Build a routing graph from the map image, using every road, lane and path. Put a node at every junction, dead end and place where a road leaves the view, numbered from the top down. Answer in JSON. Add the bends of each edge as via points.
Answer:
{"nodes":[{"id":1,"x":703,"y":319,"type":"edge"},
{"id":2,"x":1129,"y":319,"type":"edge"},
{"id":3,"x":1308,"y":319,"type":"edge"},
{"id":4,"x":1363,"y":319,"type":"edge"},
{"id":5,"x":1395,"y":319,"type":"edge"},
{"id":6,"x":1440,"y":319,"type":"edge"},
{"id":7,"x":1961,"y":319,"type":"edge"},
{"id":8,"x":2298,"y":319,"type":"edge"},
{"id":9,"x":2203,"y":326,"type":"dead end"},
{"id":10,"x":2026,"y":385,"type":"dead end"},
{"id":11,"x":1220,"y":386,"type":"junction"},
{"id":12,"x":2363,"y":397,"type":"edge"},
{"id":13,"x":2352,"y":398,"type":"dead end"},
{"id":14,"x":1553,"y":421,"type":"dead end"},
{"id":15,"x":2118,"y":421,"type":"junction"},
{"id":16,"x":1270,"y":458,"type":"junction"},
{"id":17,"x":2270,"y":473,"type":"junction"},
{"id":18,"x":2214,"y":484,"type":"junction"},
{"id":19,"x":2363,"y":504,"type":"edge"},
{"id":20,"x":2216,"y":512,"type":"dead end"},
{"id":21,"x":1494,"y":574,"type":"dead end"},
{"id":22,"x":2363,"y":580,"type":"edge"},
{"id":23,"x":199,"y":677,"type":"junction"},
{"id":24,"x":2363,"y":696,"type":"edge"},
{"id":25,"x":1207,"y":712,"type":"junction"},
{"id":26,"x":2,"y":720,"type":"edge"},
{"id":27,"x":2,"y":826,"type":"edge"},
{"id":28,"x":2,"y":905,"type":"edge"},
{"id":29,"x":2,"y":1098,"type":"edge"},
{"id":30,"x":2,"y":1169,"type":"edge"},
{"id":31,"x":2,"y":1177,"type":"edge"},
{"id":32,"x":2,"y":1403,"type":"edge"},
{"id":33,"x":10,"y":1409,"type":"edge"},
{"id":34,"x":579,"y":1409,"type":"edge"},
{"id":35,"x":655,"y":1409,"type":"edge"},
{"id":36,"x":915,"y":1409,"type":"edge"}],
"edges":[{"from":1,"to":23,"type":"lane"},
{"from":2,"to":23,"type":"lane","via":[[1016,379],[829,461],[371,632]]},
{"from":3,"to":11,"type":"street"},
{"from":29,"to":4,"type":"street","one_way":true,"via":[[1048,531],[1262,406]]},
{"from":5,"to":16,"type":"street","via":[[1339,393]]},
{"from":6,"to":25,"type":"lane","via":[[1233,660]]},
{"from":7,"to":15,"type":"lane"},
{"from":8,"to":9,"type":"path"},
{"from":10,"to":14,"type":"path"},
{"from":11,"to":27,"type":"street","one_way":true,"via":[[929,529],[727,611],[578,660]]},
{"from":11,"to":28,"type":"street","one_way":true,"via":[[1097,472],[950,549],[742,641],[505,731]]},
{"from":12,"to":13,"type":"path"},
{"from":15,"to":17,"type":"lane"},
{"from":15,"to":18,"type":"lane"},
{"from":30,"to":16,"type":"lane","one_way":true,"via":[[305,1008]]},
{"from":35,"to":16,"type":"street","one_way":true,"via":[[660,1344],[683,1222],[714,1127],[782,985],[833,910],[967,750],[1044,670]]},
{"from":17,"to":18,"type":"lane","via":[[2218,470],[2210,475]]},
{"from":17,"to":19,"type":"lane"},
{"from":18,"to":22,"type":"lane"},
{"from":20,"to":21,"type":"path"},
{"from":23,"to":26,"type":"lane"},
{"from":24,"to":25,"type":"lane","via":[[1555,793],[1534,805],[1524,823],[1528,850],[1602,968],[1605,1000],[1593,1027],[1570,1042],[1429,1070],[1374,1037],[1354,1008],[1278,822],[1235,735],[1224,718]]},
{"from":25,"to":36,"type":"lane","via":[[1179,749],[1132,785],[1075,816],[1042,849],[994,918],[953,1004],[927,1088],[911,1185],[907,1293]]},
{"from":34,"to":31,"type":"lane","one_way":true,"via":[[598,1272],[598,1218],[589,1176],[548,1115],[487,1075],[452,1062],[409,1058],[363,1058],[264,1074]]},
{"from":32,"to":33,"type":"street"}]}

■ EXERCISE PROMPT
Restate the data above word for word.

■ ANSWER SECTION
Build a routing graph from the map image, using every road, lane and path. Put a node at every junction, dead end and place where a road leaves the view, numbered from the top down. Answer in JSON. Add the bends of each edge as via points.
Answer:
{"nodes":[{"id":1,"x":703,"y":319,"type":"edge"},
{"id":2,"x":1129,"y":319,"type":"edge"},
{"id":3,"x":1308,"y":319,"type":"edge"},
{"id":4,"x":1363,"y":319,"type":"edge"},
{"id":5,"x":1395,"y":319,"type":"edge"},
{"id":6,"x":1440,"y":319,"type":"edge"},
{"id":7,"x":1961,"y":319,"type":"edge"},
{"id":8,"x":2298,"y":319,"type":"edge"},
{"id":9,"x":2203,"y":326,"type":"dead end"},
{"id":10,"x":2026,"y":385,"type":"dead end"},
{"id":11,"x":1220,"y":386,"type":"junction"},
{"id":12,"x":2363,"y":397,"type":"edge"},
{"id":13,"x":2352,"y":398,"type":"dead end"},
{"id":14,"x":1553,"y":421,"type":"dead end"},
{"id":15,"x":2118,"y":421,"type":"junction"},
{"id":16,"x":1270,"y":458,"type":"junction"},
{"id":17,"x":2270,"y":473,"type":"junction"},
{"id":18,"x":2214,"y":484,"type":"junction"},
{"id":19,"x":2363,"y":504,"type":"edge"},
{"id":20,"x":2216,"y":512,"type":"dead end"},
{"id":21,"x":1494,"y":574,"type":"dead end"},
{"id":22,"x":2363,"y":580,"type":"edge"},
{"id":23,"x":199,"y":677,"type":"junction"},
{"id":24,"x":2363,"y":696,"type":"edge"},
{"id":25,"x":1207,"y":712,"type":"junction"},
{"id":26,"x":2,"y":720,"type":"edge"},
{"id":27,"x":2,"y":826,"type":"edge"},
{"id":28,"x":2,"y":905,"type":"edge"},
{"id":29,"x":2,"y":1098,"type":"edge"},
{"id":30,"x":2,"y":1169,"type":"edge"},
{"id":31,"x":2,"y":1177,"type":"edge"},
{"id":32,"x":2,"y":1403,"type":"edge"},
{"id":33,"x":10,"y":1409,"type":"edge"},
{"id":34,"x":579,"y":1409,"type":"edge"},
{"id":35,"x":655,"y":1409,"type":"edge"},
{"id":36,"x":915,"y":1409,"type":"edge"}],
"edges":[{"from":1,"to":23,"type":"lane"},
{"from":2,"to":23,"type":"lane","via":[[1016,379],[829,461],[371,632]]},
{"from":3,"to":11,"type":"street"},
{"from":29,"to":4,"type":"street","one_way":true,"via":[[1048,531],[1262,406]]},
{"from":5,"to":16,"type":"street","via":[[1339,393]]},
{"from":6,"to":25,"type":"lane","via":[[1233,660]]},
{"from":7,"to":15,"type":"lane"},
{"from":8,"to":9,"type":"path"},
{"from":10,"to":14,"type":"path"},
{"from":11,"to":27,"type":"street","one_way":true,"via":[[929,529],[727,611],[578,660]]},
{"from":11,"to":28,"type":"street","one_way":true,"via":[[1097,472],[950,549],[742,641],[505,731]]},
{"from":12,"to":13,"type":"path"},
{"from":15,"to":17,"type":"lane"},
{"from":15,"to":18,"type":"lane"},
{"from":30,"to":16,"type":"lane","one_way":true,"via":[[305,1008]]},
{"from":35,"to":16,"type":"street","one_way":true,"via":[[660,1344],[683,1222],[714,1127],[782,985],[833,910],[967,750],[1044,670]]},
{"from":17,"to":18,"type":"lane","via":[[2218,470],[2210,475]]},
{"from":17,"to":19,"type":"lane"},
{"from":18,"to":22,"type":"lane"},
{"from":20,"to":21,"type":"path"},
{"from":23,"to":26,"type":"lane"},
{"from":24,"to":25,"type":"lane","via":[[1555,793],[1534,805],[1524,823],[1528,850],[1602,968],[1605,1000],[1593,1027],[1570,1042],[1429,1070],[1374,1037],[1354,1008],[1278,822],[1235,735],[1224,718]]},
{"from":25,"to":36,"type":"lane","via":[[1179,749],[1132,785],[1075,816],[1042,849],[994,918],[953,1004],[927,1088],[911,1185],[907,1293]]},
{"from":34,"to":31,"type":"lane","one_way":true,"via":[[598,1272],[598,1218],[589,1176],[548,1115],[487,1075],[452,1062],[409,1058],[363,1058],[264,1074]]},
{"from":32,"to":33,"type":"street"}]}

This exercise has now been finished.